The case challenges California’s 10-day waiting period law and seeks to overturn a Ninth Circuit Court of Appeals ruling that essentially forces a gun owner to endure another waiting period to purchase another firearm even though he is licensed to carry and has already passed a background check.

Individual plaintiffs in the case are Jeffrey Silvester, an insurance broker in Hanford, and Brandon Combs, executive director of the Calguns Foundation.

“While this case is about waiting periods, it is also about something more,” said Second Amendment Foundation founder and Executive Vice President Alan M. Gottlieb. “It’s about challenging a gun regulation that is designed more to discourage exercise of the Second Amendment than it is about preventing crime.”

“Remember what Senior Judge Anthony Ishii of the U.S. District Court said in his original order, that the state has tacit knowledge that a protected Second Amendment right is burdened by the waiting period law,” Gottlieb recalled. “His comparison of the waiting period to prior restraint is a point that should grab the attention of every journalist who has ever defended the First Amendment while disdaining the Second.

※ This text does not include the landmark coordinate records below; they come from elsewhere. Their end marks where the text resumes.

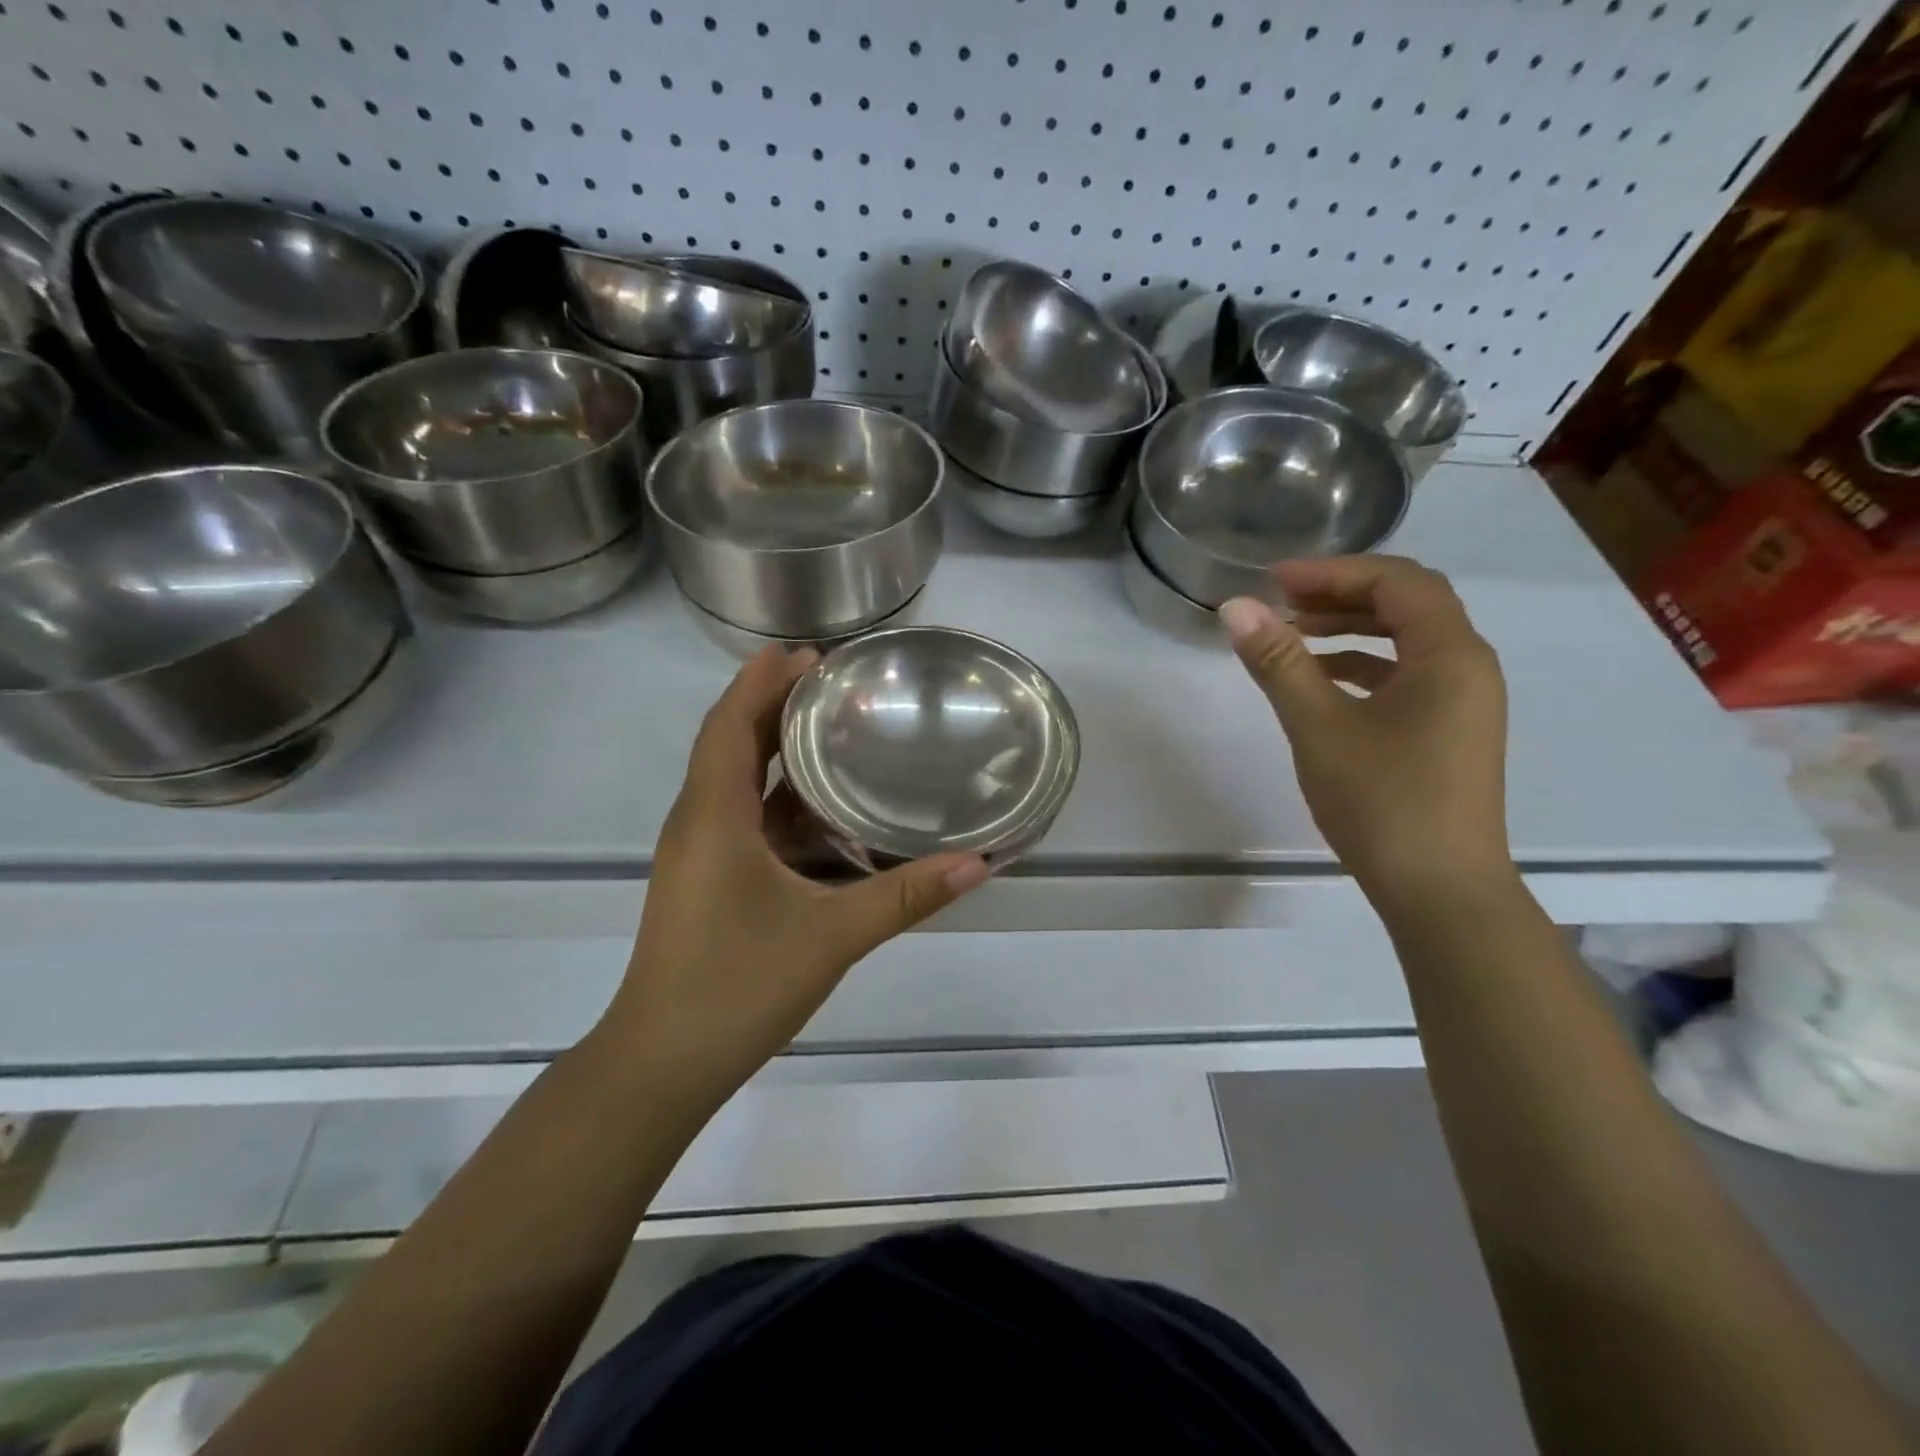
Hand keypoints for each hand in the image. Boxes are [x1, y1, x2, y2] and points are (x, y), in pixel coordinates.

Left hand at [601, 646, 989, 1108]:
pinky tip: (821, 807)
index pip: (730, 722)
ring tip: (833, 729)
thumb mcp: (831, 936)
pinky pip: (740, 817)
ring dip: (774, 749)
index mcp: (713, 815)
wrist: (663, 1063)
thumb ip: (905, 896)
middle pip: (730, 741)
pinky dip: (777, 797)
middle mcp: (697, 822)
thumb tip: (978, 864)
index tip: (810, 651)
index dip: (763, 680)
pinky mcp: (706, 881)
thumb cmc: (737, 986)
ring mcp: (698, 854)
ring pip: (734, 781)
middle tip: (834, 680)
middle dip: (773, 703)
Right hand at [1219, 556, 1513, 909]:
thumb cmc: (1382, 801)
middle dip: (1341, 595)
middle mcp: (1468, 667)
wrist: (1439, 890)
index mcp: (1450, 654)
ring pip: (1407, 641)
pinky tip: (1320, 682)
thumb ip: (1279, 661)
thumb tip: (1235, 608)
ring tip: (1292, 635)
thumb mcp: (1319, 726)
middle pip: (1407, 604)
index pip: (1397, 582)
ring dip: (1351, 629)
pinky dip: (1363, 666)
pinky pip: (1407, 676)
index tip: (1274, 581)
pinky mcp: (1449, 731)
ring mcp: (1463, 702)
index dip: (1334, 572)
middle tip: (1280, 601)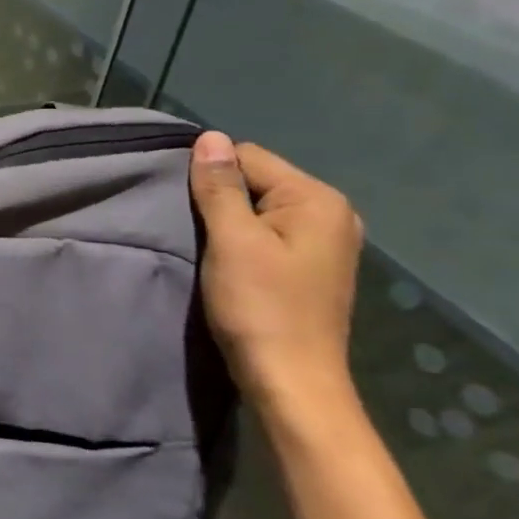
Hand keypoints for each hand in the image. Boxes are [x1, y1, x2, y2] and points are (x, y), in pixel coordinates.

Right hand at [189, 132, 363, 422]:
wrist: (290, 380)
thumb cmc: (260, 306)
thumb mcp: (232, 241)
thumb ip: (219, 186)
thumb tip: (209, 137)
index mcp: (317, 199)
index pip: (248, 157)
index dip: (210, 177)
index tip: (187, 209)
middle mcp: (331, 213)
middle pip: (256, 180)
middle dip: (221, 199)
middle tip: (199, 233)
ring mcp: (326, 241)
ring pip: (259, 208)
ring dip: (230, 222)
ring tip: (212, 249)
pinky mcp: (312, 265)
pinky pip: (269, 232)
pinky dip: (244, 240)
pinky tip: (233, 264)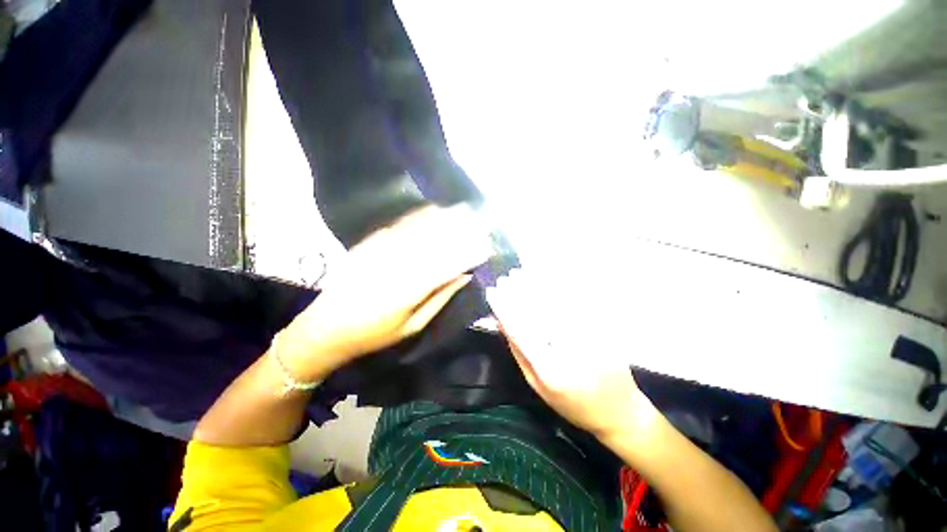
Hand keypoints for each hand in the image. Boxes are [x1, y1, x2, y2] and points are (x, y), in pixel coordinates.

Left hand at [284, 205, 492, 373]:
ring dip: (442, 220)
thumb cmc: (374, 334)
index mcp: (410, 290)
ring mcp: (381, 252)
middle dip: (460, 232)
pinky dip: (416, 217)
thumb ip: (440, 298)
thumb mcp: (413, 326)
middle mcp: (397, 266)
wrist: (325, 328)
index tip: (486, 246)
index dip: (469, 254)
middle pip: (435, 244)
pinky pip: (397, 227)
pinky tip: (431, 210)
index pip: (447, 266)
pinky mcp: (368, 245)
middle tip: (480, 223)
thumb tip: (464, 277)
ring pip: (418, 231)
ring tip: (462, 211)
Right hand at [487, 269, 654, 438]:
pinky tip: (548, 276)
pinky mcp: (604, 330)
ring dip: (538, 284)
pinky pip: (579, 303)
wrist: (619, 412)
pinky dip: (561, 287)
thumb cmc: (572, 403)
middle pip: (541, 314)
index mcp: (551, 373)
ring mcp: (592, 339)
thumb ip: (519, 353)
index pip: (521, 333)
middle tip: (506, 277)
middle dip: (520, 292)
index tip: (492, 292)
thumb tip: (502, 321)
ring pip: (560, 304)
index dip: (505, 309)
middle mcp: (571, 353)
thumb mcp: (537, 386)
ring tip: (522, 272)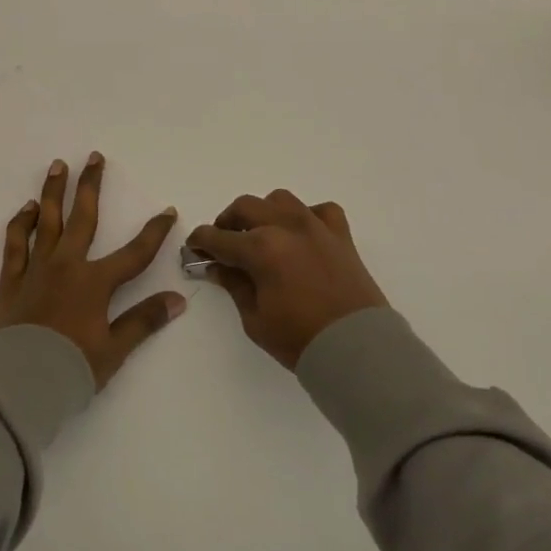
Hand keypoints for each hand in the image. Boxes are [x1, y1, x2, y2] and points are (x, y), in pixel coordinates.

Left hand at [0, 153, 184, 387]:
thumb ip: (144, 321)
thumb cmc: (70, 370)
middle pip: (83, 218)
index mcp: (95, 283)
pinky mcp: (11, 280)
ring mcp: (36, 269)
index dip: (153, 232)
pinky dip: (21, 223)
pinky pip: (16, 243)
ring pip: (47, 221)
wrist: (18, 385)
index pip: (134, 253)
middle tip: (94, 157)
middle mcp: (66, 266)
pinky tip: (27, 209)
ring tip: (58, 165)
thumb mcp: (114, 350)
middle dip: (91, 185)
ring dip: (53, 192)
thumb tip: (179, 299)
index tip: (168, 211)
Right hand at [188, 190, 387, 369]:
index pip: (218, 237)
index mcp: (260, 248)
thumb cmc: (300, 339)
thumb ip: (234, 285)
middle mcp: (286, 227)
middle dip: (227, 221)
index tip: (193, 247)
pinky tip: (302, 234)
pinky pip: (320, 210)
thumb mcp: (255, 318)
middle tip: (223, 241)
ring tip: (261, 233)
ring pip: (280, 200)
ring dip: (263, 212)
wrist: (357, 350)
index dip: (200, 241)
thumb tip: (216, 266)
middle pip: (245, 207)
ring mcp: (316, 227)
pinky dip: (306, 216)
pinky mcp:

A civil right is a right, and all rights are equal and deserve equal protection.”

Silvester, who has passed California’s rigorous background check, wondered “What possible reason does the State have in denying me my Second Amendment right to take possession of a firearm after I pass yet another background check? If the government can constitutionally prevent a law-abiding person from taking possession of a firearm after they pass a background check, then what isn’t constitutional?”

“In its decision to ignore the trial court’s Findings of Fact and Conclusions of Law as well as longstanding principles of appellate review, the Ninth Circuit has made it crystal clear that it has no intention of following the Supreme Court’s precedents no matter unconstitutional, burdensome, or irrational the law,” said Combs. “This case is beyond ripe for review.

The petition was authored by Washington, D.C. attorney Erik S. Jaffe, who stated that it “is no secret that various lower courts, and the Ninth Circuit especially, are engaged in systematic resistance to” both the Heller and McDonald rulings on the Second Amendment. Jaffe clerked for Supreme Court Justice Clarence Thomas and is now in private practice.